Como melhorar o VO₂ max e o limiar de lactato

A boa notícia é que as duas métricas podem ser treinadas — e devem ser combinadas.

Para aumentar o VO₂ max, o ideal é fazer treinos intensos e curtos, como tiros de 3 a 8 minutos em ritmo forte, com intervalos de descanso. Esses estímulos forçam o sistema cardiovascular a trabalhar próximo do limite, fortalecendo coração e pulmões.

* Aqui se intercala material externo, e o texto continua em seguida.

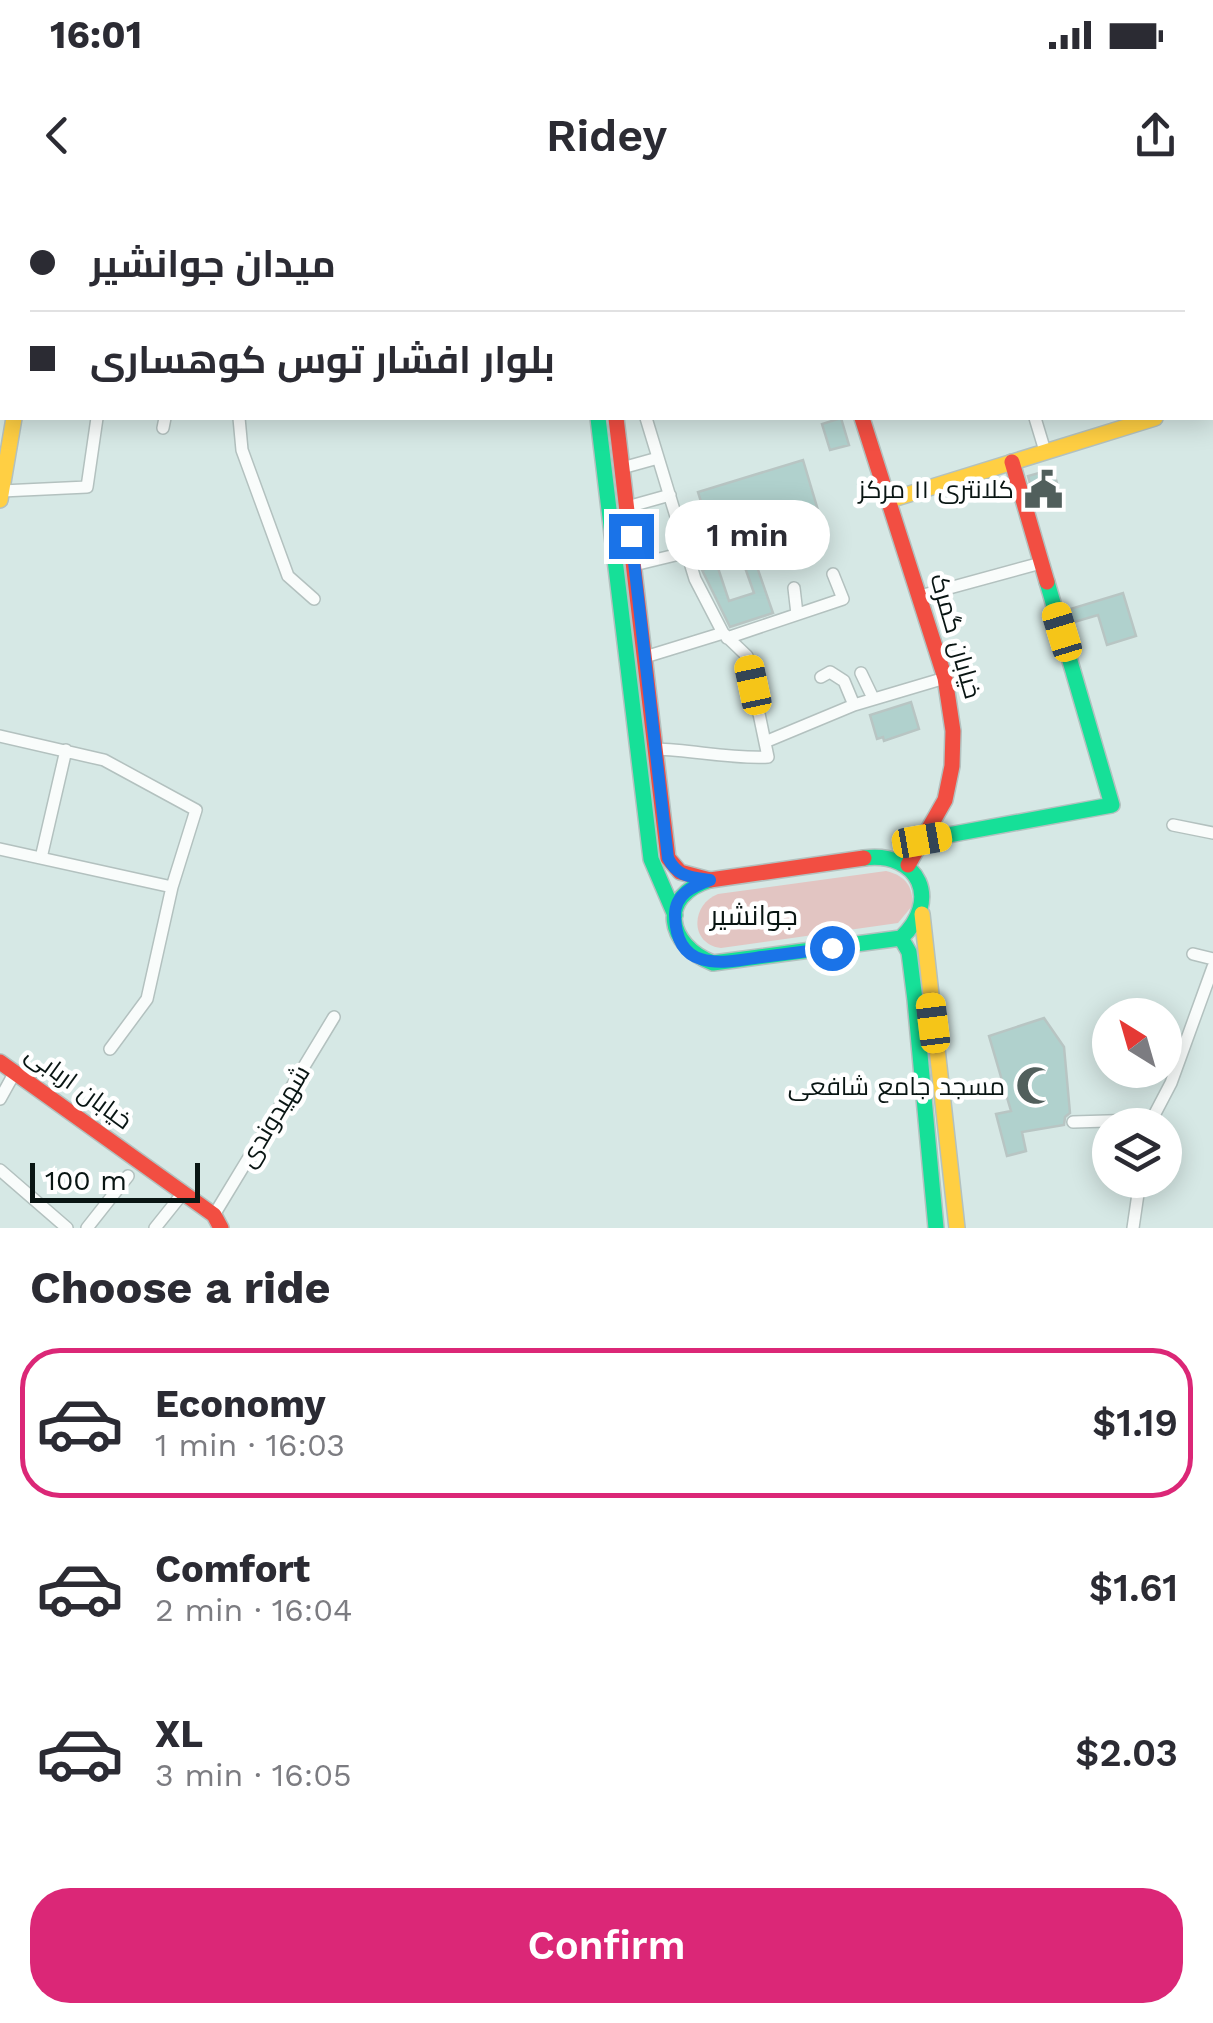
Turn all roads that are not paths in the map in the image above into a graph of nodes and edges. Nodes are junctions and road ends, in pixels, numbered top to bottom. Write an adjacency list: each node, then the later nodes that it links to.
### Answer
1 (98, 420): 14 (street)
2 (239, 420): 24 (street)
3 (598, 420): 46 (main road)
4 (616, 420): 13 (main road)
5 (647, 420): 11 (street)
6 (863, 420): 16 (main road, خیابان گمرک)
7 (1036, 420): 10 (street)
8 (1147, 420): 10 (main road)
9 (6, 436): 14 (main road)
10 (1045, 451): 12 (main road)
11 (658, 458): 13 (street); 15 (street)
12 (1012, 462): 16 (main road); 19 (main road)
13 (622, 468): 17 (main road)
14 (1, 495)
15 (670, 495): 17 (street); 18 (street)
16 (890, 500): 23 (main road, خیابان گمرک)
17 (628, 506): 20 (main road)
18 (688, 552): 20 (street); 26 (street)
19 (1041, 563): 23 (street); 39 (main road)
20 (634, 564): 27 (main road)
21 (833, 574): 25 (street)
22 (794, 588): 25 (street)
23 (920, 596): 30 (main road, خیابان گمرک)
24 (314, 599)
25 (797, 614): 26 (street)
26 (725, 635): 27 (street); 34 (street)
27 (645, 657): 36 (main road)
28 (860, 673): 31 (street)
29 (821, 678): 32 (street)
30 (946, 678): 31 (street); 39 (main road, خیابان گمرک)
31 (873, 698): 32 (street)
32 (854, 704): 34 (street)
33 (0, 736): 35 (street)
34 (764, 742): 36 (street)
35 (66, 750): 41 (street); 44 (street)
36 (656, 750): 43 (main road)
37 (1173, 825): 38 (street)
38 (1213, 833)
39 (922, 840): 42 (main road, خیابان گمرک)
40 (0, 849): 41 (street)
41 (41, 858): 44 (street)
42 (908, 865): 43 (main road); 45 (main road)
43 (710, 880): 46 (main road)
44 (172, 887): 52 (street)
45 (921, 904): 47 (main road); 68 (main road)
46 (675, 916): 47 (main road)
47 (902, 938): 67 (main road)
48 (1193, 954): 49 (street)
49 (1213, 959)
50 (1213, 967): 56 (street)
51 (334, 1017): 63 (street, شهیدوندی)
52 (110, 1049)
53 (0, 1062): 54 (main road, خیابان اربابی)
54 (15, 1072): 55 (street); 61 (main road, خیابان اربابی)
55 (0, 1099)
56 (1158, 1108)
57 (1092, 1121): 58 (street)
58 (1074, 1122)
59 (0, 1170): 64 (street)
60 (128, 1176): 65 (street)
61 (183, 1193): 63 (main road, خیابان اربابی); 66 (street)
62 (1137, 1198): 69 (street)
63 (217, 1222)
64 (67, 1228)
65 (87, 1228)
66 (155, 1228)
67 (936, 1228)
68 (957, 1228)
69 (1133, 1228)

Para elevar o limiar de lactato, o segredo é correr em ritmo “confortavelmente difícil” por períodos mais longos — geralmente de 20 a 40 minutos. São os chamados treinos de tempo run ou progressivos, que ensinam o corpo a limpar o ácido lático de forma mais eficiente e a sustentar um ritmo firme sem quebrar.

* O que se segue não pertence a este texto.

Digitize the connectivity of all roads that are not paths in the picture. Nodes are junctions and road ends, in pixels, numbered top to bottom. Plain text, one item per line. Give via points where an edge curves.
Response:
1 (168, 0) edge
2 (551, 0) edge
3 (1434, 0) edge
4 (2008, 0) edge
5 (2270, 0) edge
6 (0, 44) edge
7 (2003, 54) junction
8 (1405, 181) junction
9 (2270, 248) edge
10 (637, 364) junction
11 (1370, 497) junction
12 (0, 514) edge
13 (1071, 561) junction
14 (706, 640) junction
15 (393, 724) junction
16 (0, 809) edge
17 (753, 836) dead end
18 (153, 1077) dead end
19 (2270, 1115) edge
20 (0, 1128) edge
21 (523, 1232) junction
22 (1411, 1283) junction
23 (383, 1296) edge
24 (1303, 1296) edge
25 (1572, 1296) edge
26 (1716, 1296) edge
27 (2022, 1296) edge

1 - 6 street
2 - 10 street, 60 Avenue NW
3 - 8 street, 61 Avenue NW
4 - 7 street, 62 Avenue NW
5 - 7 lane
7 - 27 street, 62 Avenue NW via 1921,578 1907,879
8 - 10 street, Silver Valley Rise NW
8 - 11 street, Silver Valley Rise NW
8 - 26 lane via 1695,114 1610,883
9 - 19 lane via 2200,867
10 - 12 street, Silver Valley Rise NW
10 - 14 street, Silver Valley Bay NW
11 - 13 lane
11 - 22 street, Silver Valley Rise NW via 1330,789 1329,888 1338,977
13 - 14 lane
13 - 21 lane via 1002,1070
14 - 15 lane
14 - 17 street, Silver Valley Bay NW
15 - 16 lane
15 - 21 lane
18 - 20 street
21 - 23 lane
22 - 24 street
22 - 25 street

Qual das duas é mais importante?

Muitos corredores acreditam que o VO₂ max é o número que define a performance, mas os especialistas apontam outra direção: o limiar de lactato costuma ser o melhor indicador de rendimento em provas longas.

O VO₂ max mostra o teto da sua capacidade, mas o limiar revela quanto desse potencial você realmente consegue usar durante uma corrida. Em provas como meia maratona ou maratona, vence quem consegue correr forte sem ultrapassar esse limite por muito tempo.

Já em distâncias curtas, como 5 km, o VO₂ max tem peso maior, pois o corpo precisa de explosão e potência máxima em menos tempo.

Como aplicar na prática

Mesmo sem testes de laboratório, você pode usar essas informações no dia a dia:

  • Faça um treino de tiros (curtos e intensos) por semana para estimular o VO₂ max
  • Inclua um treino de ritmo contínuo em ritmo firme — o “confortavelmente difícil” — para melhorar o limiar
  • Mantenha seus treinos leves e longões em zona confortável, que ajudam na recuperação e aumentam a base aeróbica

Com o tempo, você vai perceber que corre mais rápido com o mesmo esforço e sustenta ritmos fortes por mais tempo — sinal de que as duas métricas estão evoluindo juntas.

Conclusão: o equilíbrio é o segredo

O VO₂ max é o tamanho do motor. O limiar de lactato, a eficiência das engrenagens. Um não funciona bem sem o outro. Enquanto o primeiro indica o potencial máximo do corpo, o segundo mostra o quanto você consegue aproveitar desse potencial sem quebrar.

Ao combinar treinos de intensidade e de resistência, o corredor constrói um corpo mais preparado, eficiente e resistente — capaz de transformar números de relógio em resultados reais nas pistas e nas ruas.